[Data excerpts]

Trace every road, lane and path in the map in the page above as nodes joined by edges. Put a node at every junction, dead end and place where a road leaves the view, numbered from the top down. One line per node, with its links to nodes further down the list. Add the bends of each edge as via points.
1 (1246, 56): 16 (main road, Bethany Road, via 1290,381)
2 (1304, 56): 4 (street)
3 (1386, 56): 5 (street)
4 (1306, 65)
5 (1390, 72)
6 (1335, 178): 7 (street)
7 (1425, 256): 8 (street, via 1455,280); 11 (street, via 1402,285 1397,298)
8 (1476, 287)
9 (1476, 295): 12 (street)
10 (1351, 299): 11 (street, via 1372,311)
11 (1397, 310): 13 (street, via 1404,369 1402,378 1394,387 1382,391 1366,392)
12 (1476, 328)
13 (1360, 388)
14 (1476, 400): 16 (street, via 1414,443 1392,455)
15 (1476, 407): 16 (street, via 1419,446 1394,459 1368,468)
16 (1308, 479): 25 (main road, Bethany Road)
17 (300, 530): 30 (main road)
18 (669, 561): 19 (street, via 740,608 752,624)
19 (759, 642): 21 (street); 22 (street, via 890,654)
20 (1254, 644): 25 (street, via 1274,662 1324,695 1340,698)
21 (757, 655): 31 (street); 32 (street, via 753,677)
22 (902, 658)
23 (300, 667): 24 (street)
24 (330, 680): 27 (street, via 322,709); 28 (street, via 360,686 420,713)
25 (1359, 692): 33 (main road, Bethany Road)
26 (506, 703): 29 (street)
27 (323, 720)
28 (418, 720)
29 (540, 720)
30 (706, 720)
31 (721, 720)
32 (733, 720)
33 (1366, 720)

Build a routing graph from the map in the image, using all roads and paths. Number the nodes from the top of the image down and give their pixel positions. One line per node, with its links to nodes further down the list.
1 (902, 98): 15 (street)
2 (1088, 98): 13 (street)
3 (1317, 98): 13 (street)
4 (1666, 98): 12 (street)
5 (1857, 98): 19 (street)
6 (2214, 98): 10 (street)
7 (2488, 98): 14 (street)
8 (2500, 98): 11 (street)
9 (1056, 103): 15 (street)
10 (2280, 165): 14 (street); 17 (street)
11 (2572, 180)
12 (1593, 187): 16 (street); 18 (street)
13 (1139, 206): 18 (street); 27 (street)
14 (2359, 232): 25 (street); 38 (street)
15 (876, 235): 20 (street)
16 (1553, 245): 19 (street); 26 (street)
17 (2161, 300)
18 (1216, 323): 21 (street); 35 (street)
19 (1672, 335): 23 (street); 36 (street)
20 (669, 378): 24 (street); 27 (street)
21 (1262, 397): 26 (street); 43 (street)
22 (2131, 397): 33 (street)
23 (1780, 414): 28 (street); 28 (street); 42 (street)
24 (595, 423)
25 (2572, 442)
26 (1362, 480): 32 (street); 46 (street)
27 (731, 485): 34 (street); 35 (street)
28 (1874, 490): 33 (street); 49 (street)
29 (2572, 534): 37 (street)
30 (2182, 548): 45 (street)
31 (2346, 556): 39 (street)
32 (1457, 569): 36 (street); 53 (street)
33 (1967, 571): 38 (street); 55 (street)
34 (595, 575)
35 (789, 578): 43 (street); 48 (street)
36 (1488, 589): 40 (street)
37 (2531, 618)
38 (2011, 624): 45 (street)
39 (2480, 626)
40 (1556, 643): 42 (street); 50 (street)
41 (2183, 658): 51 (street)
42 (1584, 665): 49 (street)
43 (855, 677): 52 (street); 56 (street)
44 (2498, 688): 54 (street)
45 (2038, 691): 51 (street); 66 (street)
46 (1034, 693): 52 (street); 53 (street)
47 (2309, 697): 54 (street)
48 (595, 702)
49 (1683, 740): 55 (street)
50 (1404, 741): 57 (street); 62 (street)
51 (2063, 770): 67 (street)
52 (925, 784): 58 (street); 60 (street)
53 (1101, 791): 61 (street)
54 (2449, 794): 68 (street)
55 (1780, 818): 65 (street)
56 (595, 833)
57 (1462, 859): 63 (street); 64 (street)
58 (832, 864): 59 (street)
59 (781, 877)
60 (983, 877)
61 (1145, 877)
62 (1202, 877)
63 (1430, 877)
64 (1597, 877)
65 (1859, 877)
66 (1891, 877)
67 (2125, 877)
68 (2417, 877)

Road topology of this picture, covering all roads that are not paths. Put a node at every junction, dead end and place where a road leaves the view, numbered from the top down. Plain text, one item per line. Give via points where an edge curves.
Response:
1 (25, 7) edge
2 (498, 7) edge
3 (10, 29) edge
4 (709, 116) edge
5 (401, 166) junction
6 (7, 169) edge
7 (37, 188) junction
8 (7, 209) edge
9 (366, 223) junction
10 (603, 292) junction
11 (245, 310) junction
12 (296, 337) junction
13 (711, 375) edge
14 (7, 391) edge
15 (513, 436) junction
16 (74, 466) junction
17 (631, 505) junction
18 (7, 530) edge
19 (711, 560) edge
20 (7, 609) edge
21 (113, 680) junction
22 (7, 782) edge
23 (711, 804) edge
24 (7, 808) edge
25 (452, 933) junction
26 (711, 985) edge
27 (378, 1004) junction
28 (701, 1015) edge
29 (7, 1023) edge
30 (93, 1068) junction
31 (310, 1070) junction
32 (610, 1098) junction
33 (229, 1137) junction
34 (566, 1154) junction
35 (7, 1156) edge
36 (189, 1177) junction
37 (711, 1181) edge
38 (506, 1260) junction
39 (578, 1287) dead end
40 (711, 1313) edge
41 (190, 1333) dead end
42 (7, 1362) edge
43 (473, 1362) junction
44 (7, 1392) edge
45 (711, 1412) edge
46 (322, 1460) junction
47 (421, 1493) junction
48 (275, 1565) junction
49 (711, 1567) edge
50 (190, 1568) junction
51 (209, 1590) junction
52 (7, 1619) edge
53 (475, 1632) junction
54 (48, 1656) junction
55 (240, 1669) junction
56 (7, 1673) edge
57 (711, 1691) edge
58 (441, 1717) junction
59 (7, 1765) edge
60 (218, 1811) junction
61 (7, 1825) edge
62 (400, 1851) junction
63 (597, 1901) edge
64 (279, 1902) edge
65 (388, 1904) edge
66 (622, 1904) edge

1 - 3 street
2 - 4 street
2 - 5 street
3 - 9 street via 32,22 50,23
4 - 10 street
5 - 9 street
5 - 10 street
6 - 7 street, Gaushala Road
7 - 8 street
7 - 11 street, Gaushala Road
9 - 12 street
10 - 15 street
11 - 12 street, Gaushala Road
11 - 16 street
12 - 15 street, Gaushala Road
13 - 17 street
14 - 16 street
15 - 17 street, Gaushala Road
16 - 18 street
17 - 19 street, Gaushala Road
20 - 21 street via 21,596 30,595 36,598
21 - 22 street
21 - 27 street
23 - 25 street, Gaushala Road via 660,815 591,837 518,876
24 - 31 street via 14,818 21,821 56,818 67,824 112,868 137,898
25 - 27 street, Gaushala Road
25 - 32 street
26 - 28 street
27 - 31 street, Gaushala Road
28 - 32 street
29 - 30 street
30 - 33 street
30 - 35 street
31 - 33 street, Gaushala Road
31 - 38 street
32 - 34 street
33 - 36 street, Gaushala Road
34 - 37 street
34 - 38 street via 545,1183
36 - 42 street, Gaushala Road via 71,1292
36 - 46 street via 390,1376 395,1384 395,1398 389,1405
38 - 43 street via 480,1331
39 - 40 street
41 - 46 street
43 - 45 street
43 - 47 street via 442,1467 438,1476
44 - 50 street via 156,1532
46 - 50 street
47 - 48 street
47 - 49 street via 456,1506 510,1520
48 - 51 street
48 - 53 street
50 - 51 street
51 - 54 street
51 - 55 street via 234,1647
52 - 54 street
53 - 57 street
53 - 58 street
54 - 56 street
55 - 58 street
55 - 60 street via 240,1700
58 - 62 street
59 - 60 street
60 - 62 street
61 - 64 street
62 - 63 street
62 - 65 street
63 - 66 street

[PROBLEM DESCRIPTION]
Copy every line in the data above that has the string "links" in it.

[RESPONSE TO THIS TASK]
Trace every road, lane and path in the map in the page above as nodes joined by edges. Put a node at every junction, dead end and place where a road leaves the view, numbered from the top down. One line per node, with its links to nodes further down the list. Add the bends of each edge as via points.
Build a routing graph from the map in the image, using all roads and paths. Number the nodes from the top of the image down and give their pixel positions. One line per node, with its links to nodes further down the list.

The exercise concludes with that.